| Fort Myers News-Press
2020: Election Day in Florida
Here’s a look in Florida as of Tuesday, Nov. 3, 2020.
Fort Myers city council will have two new faces and one familiar one.
Voters elected Johnny Streets, Liston “Lin” Bochette III and Darla Betzer Bonk to represent their interests in the city.
The city council and new mayor will be sworn in at the beginning of the next city council meeting on Nov. 16. City Council members make $32,630 annually and serve for four years.
In Ward 2, Streets received 2,462 votes, or 62.71%, compared to Thomas, who received 1,464 votes, or 37.29%.
“First of all, thank God and thank the people of Ward 2 and all of those who believed enough in me to have me return for an unprecedented fourth term,” Streets said. “I won’t let them down.”
The election in Ward 2, which represents the Palm Beach Boulevard corridor and parts of Dunbar got ugly after Thomas was accused of lying about where he lives, calling into question his qualification for office.
The accusation was made by Attorney Sawyer Smith, who represents Thomas’ cousin Melissa Blue, who said Thomas did not live at the Lemon Street address he used to qualify. The city charter has a requirement that candidates live in their residence within the ward for six months prior to running for election.
A hearing examiner said on Monday that Thomas did not have the burden to prove where he lives, but the city clerk did, meaning no action was made against him.
Thomas, on Monday, said that the affidavit has no merit and accused the city of going after his candidacy for political reasons.
“The comment I have is the voters of Fort Myers in my ward, unfortunately, believe the lies that were being spread by Sawyer Smith,” Thomas said. “His allegations certainly influenced the results.”
“We will certainly be filing the necessary complaints with the Bar at the appropriate time.”
Streets raised about $36,000 compared to Thomas’ $17,513.
In Ward 4, Connie Bennett-Martin lost to Bochette as the two fought to replace outgoing councilor Kevin Anderson, who won the mayor’s race against Jacquelyn McMiller.
Bennett-Martin received 2,259 votes, or 48.01%, compared to Bochette, who received 2,446 votes, or 51.99%.
Ward 4 is comprised of downtown Fort Myers and the McGregor corridor.
“We are having a big celebration,” Bochette said. “It was a very well managed campaign from the inside. I owe a lot of thanks to a lot of people.”
Bennett-Martin’s grassroots campaign raised about $4,350 compared to Bochette’s well-funded machine of $51,335.
“It was a good race regardless,” Bennett-Martin said. “I’m disappointed in what the results are of course but I’m really proud of the efforts made by everyone. I wish Liston a world of success.
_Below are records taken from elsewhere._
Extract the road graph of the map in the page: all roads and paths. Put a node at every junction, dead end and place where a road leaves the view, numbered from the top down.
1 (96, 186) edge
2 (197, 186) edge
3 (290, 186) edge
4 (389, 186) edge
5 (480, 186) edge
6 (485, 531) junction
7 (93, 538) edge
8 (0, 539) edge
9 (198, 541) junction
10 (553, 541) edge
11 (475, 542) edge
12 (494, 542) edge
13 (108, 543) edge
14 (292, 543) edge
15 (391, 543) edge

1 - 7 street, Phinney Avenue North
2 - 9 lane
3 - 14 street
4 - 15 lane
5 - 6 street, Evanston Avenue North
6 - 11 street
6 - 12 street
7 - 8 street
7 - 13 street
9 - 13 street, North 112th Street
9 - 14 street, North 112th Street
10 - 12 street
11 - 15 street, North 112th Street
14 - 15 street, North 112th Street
He ran a nice campaign and I really appreciated how he was respectful throughout the whole thing.”
Bochette added, “We agree on so many things. We were laughing today. We were together. We just have different approaches on how to get it done.”
While the two are friends and declared they would share a drink on election night regardless of the results, their approaches are opposite.
Bochette wants Fort Myers to continue its growth while also bringing big city amenities. Meanwhile, Bennett-Martin wants Fort Myers to remain small with the city focusing on improvements to city infrastructure.
Bennett-Martin, a Republican, said she was invited by the Democrats to their watch party at the Luminary Hotel. She stopped by after waiting for the results with her mother, she said.
Ward 6, which makes up the eastern part of the city with its many gated communities, elected Bonk.
Margy Metzler received 5,299 votes, or 43.03%, compared to Bonk, who received 7,016 votes, or 56.97%.
“I really am just overwhelmed by it all, and I am humbled that people supported me and came out and voted,” Bonk said. “I am ready to get to work.”
Bonk raised more than $31,000 for the race compared to Metzler’s $28,387.
The candidates said they wanted the city to offer more equitable services to Ward 6 compared to the rest of the city.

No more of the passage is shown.